Find the string "проспект" in the records and copy each line where it occurs.

------------

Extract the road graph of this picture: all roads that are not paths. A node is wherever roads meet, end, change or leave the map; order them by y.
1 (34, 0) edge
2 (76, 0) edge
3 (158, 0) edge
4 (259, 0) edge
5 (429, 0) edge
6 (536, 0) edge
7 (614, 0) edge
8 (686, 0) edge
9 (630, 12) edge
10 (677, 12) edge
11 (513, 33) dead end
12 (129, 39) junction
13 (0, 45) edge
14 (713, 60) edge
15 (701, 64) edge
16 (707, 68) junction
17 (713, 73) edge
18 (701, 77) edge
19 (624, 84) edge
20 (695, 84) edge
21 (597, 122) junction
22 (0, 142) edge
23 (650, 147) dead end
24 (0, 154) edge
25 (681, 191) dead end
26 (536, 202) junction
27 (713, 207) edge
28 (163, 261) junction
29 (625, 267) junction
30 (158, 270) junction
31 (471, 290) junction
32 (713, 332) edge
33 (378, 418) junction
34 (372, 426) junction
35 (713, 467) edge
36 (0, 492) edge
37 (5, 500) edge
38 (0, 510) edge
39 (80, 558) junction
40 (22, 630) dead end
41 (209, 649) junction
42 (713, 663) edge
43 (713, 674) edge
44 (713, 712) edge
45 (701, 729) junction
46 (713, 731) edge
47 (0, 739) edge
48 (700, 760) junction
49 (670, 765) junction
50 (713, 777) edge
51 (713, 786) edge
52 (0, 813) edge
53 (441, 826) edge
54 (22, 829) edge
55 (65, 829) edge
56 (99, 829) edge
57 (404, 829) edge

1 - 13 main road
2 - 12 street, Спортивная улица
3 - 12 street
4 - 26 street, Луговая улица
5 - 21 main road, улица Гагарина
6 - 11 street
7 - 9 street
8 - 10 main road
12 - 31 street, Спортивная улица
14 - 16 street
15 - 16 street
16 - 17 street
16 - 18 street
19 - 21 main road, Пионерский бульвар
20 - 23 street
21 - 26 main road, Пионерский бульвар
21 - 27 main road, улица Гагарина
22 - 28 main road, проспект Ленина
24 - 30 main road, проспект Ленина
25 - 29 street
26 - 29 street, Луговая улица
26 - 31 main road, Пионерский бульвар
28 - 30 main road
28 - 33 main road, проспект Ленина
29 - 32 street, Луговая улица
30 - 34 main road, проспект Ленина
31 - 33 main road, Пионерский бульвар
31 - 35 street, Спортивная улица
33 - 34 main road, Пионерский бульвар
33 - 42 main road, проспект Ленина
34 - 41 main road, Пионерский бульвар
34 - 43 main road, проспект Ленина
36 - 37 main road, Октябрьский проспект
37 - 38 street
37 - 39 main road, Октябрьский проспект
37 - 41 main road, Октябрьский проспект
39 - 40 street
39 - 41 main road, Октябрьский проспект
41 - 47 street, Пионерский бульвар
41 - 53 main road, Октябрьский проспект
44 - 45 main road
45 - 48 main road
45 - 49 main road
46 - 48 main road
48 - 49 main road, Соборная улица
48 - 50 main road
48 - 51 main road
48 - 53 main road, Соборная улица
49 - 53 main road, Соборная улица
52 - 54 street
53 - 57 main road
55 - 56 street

------------

## [Response area]
22 - 28 main road, проспект Ленина
24 - 30 main road, проспект Ленина
28 - 33 main road, проспект Ленина
30 - 34 main road, проспект Ленина
33 - 42 main road, проспект Ленина
34 - 43 main road, проспект Ленина
36 - 37 main road, Октябрьский проспект
37 - 39 main road, Октябрьский проспект
37 - 41 main road, Октябрьский проспект
39 - 41 main road, Октябрьский проспект
41 - 53 main road, Октябрьский проспект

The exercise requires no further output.